De Casa, elle avaient l’intention de voyager à Alger, pour participer à une conférence à l’occasion de la 62e Journée Mondiale des Droits de l’Homme. Même destination que celle de Yahdih Handi Sidi, jeune homme de 25 ans, diplômé en Droit Public de l’Université Mohammed V de Rabat, arrêté, selon des témoins présents cités par Codesa, par des agents “de l’Intelligence marocaine”, à la station d’autobus de Laâyoune. Il tenait en main un billet pour Casablanca.
Il pourrait y avoir d’autres arrêtés faisant partie de cette délégation, toujours en attente de confirmation. Nous savons que certains d’entre eux n’ont finalement pas osé sortir de chez eux à cause de la forte présence policière. En fait, ils constituent tous ce petit réduit de militants, toujours caché, depuis le 8 décembre dernier, dans différents coins de Laâyoune, afin d’éviter d’être arrêtés par la police marocaine, comme l’ont déjà été des centaines de Sahraouis tout au long du mois.
Ceux que le Maroc considère comme partie de “la coupole” organisatrice du camp se trouvent actuellement dans une prison militaire de Rabat. Selon la version du Maroc, il s’agit de terroristes qui avaient presque séquestré les autres 20 000 habitants de Gdeim Izik, malgré que les autorités marocaines, voire le ministre des Affaires Intérieures en soi, aient maintes fois négocié avec eux, avant d’avoir décidé de lever les khaïmas et de les chasser à la force.

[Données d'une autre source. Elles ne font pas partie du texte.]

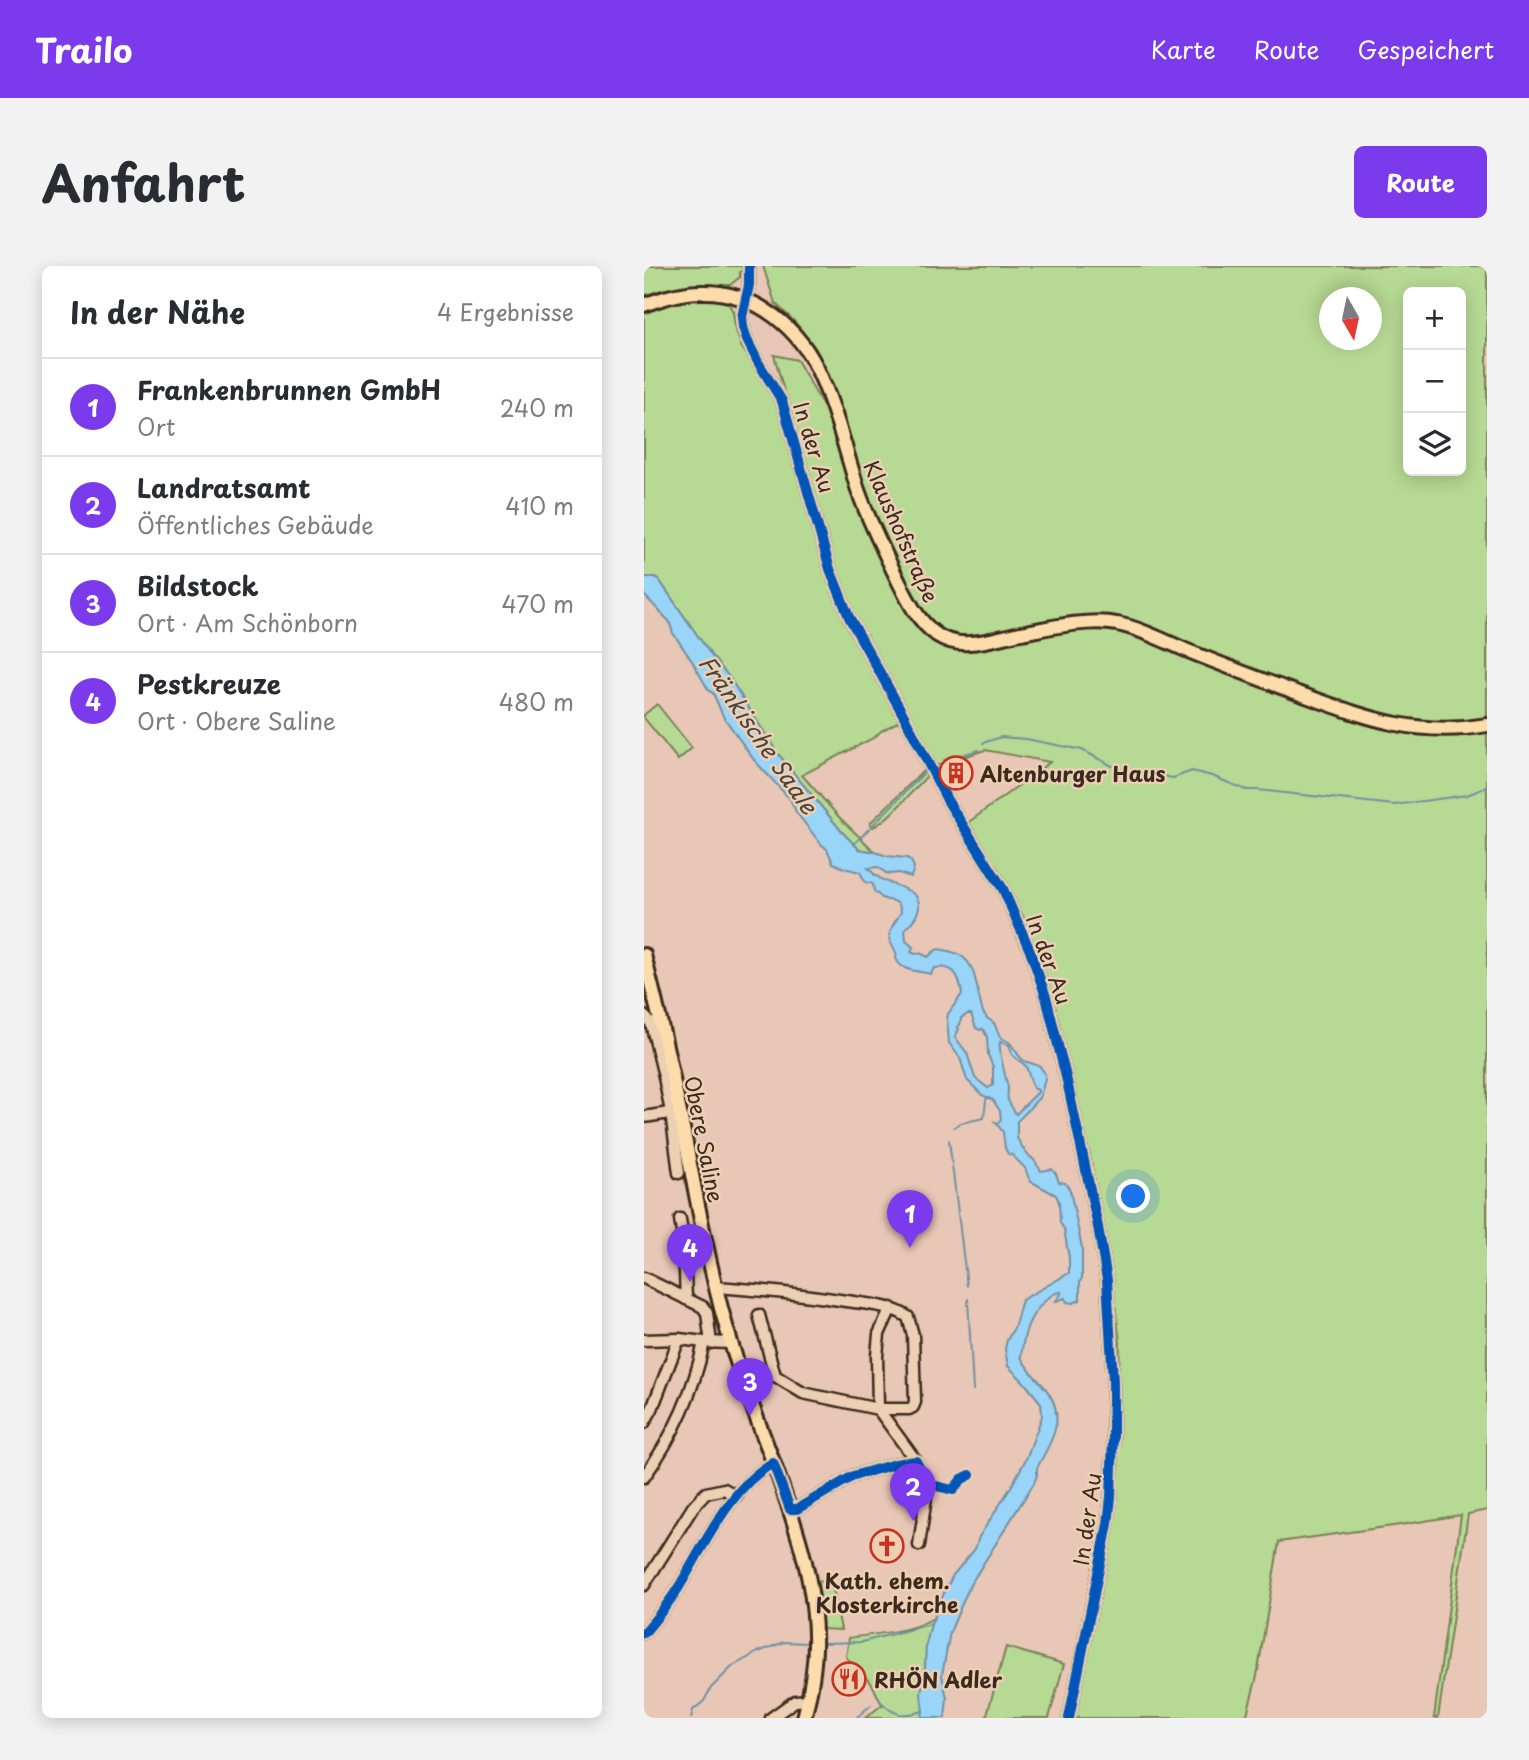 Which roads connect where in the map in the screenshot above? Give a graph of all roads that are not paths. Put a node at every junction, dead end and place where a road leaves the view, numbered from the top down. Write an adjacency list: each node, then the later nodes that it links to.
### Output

Plusieurs autres se trouvent dans la Prison Noire de Laâyoune ou dans des hôpitaux où ils n’ont droit à aucune visite. D’après leurs familles, ne partie d’entre eux se trouvent dans des lieux inconnus. Des organisations telles que Human Rights Watch ou Amnisty International ont déjà pu constater les tortures que beaucoup de Sahraouis ont subi durant ce mois ou les pillages dont ils ont été victimes. Les Nations Unies ou des gouvernements tels que celui de France ou d’Espagne se sont limités à “déplorer” la violence et disent être dans l’attente d’une enquête qui éclaircirait, point par point, les faits. Le Parlement Européen a réclamé, quoique timidement, cette enquête – ainsi que le lever du blocus informatif –, demande à laquelle on a répondu par une manifestation dans les rues de Casablanca. Tandis que les condamnations arrivent sans arriver, les enquêteurs et s’éclaircisse ce qui s’est passé et ce qui ne s’est pas passé, selon dénoncent les Sahraouis, celui qui vainc la peur et sort de chez lui continue de courir le risque d’être arrêté. Désormais, sans que personne ne regarde.